ENTRIES PROVIDED:
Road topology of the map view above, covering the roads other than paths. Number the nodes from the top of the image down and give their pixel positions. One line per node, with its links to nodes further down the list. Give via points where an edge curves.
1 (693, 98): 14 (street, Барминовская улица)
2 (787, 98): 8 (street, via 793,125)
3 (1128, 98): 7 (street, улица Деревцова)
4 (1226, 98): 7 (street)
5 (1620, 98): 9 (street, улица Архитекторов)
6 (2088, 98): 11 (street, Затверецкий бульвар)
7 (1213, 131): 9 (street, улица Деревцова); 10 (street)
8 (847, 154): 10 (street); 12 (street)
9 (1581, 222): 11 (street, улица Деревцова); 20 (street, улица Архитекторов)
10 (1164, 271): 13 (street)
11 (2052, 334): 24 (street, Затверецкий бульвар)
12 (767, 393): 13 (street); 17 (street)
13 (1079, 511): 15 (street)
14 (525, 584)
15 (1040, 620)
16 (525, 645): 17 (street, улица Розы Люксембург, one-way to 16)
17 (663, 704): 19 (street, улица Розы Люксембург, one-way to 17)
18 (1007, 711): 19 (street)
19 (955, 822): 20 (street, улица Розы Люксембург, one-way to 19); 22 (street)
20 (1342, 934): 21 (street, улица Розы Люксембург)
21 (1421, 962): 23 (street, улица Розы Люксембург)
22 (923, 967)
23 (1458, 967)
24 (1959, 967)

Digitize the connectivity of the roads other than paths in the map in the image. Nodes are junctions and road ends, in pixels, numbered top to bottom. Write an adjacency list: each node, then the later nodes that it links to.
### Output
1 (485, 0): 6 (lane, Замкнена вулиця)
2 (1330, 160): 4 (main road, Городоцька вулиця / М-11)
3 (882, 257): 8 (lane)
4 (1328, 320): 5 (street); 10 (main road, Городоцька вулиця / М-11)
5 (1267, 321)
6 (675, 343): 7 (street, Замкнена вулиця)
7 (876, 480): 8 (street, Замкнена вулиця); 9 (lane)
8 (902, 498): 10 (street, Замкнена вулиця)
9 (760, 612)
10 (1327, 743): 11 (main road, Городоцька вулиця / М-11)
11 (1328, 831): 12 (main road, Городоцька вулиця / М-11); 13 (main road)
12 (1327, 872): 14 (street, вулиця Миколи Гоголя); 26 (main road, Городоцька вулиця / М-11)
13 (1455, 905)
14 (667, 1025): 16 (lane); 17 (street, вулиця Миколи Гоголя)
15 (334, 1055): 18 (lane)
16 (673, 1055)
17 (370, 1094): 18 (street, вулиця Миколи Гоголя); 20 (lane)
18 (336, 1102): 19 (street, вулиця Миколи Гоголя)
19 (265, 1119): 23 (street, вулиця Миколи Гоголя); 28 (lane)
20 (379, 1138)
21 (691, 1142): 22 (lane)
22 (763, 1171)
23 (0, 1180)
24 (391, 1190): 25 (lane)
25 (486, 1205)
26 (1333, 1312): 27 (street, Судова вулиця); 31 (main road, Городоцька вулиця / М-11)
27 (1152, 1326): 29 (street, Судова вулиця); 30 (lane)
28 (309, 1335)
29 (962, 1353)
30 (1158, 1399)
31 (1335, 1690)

TASK TO COMPLETE: Output the data exactly, in full.

RESULT:
Road topology of the map view above, covering the roads other than paths. Number the nodes from the top of the image down and give their pixel positions. One line per node, with its links to nodes further down the list. Give via points where an edge curves.
1 (693, 98): 14 (street, Барминовская улица)
2 (787, 98): 8 (street, via 793,125)
3 (1128, 98): 7 (street, улица Деревцова)
4 (1226, 98): 7 (street)
5 (1620, 98): 9 (street, улица Архитекторов)
6 (2088, 98): 11 (street, Затверецкий бульвар)
7 (1213, 131): 9 (street, улица Деревцова); 10 (street)
8 (847, 154): 10 (street); 12 (street)
9 (1581, 222): 11 (street, улица Деревцова); 20 (street, улица Архитекторов)
10 (1164, 271): 13 (street)
11 (2052, 334): 24 (street, Затверецкий бульвар)
12 (767, 393): 13 (street); 17 (street)
13 (1079, 511): 15 (street)
14 (525, 584)
15 (1040, 620)
16 (525, 645): 17 (street, улица Розы Люксембург, one-way to 16)
17 (663, 704): 19 (street, улица Розы Люксембург, one-way to 17)
18 (1007, 711): 19 (street)
19 (955, 822): 20 (street, улица Розы Люксембург, one-way to 19); 22 (street)
20 (1342, 934): 21 (street, улица Розы Люксембург)
21 (1421, 962): 23 (street, улица Розы Люксембург)
22 (923, 967)
23 (1458, 967)
24 (1959, 967)

Digitize the connectivity of the roads other than paths in the map in the image. Nodes are junctions and road ends, in pixels, numbered top to bottom. Write an adjacency list: each node, then the later nodes that it links to.
### Output
1 (485, 0): 6 (lane, Замкнена вулиця)
2 (1330, 160): 4 (main road, Городоцька вулиця / М-11)
3 (882, 257): 8 (lane)
4 (1328, 320): 5 (street); 10 (main road, Городоцька вулиця / М-11)
5 (1267, 321)
6 (675, 343): 7 (street, Замкнена вулиця)
7 (876, 480): 8 (street, Замкнена вулиця); 9 (lane)
8 (902, 498): 10 (street, Замкнена вулиця)
9 (760, 612)
10 (1327, 743): 11 (main road, Городоцька вулиця / М-11)
11 (1328, 831): 12 (main road, Городоцька вулиця / М-11); 13 (main road)
12 (1327, 872): 14 (street, вулиця Миколи Гоголя); 26 (main road, Городоцька вулиця / М-11)
13 (1455, 905)
14 (667, 1025): 16 (lane); 17 (street, вулиця Миколи Гоголя)
15 (334, 1055): 18 (lane)
16 (673, 1055)
17 (370, 1094): 18 (street, вулиця Миколи Гоголя); 20 (lane)
18 (336, 1102): 19 (street, вулиця Миколи Гоголя)
19 (265, 1119): 23 (street, вулиця Миколи Гоголя); 28 (lane)
20 (379, 1138)
21 (691, 1142): 22 (lane)
22 (763, 1171)
23 (0, 1180)
24 (391, 1190): 25 (lane)
25 (486, 1205)
26 (1333, 1312): 27 (street, Судова вулиця); 31 (main road, Городоцька вулиця / М-11)
27 (1152, 1326): 29 (street, Судова вулиця); 30 (lane)
28 (309, 1335)
29 (962, 1353)
30 (1158, 1399)
31 (1335, 1690)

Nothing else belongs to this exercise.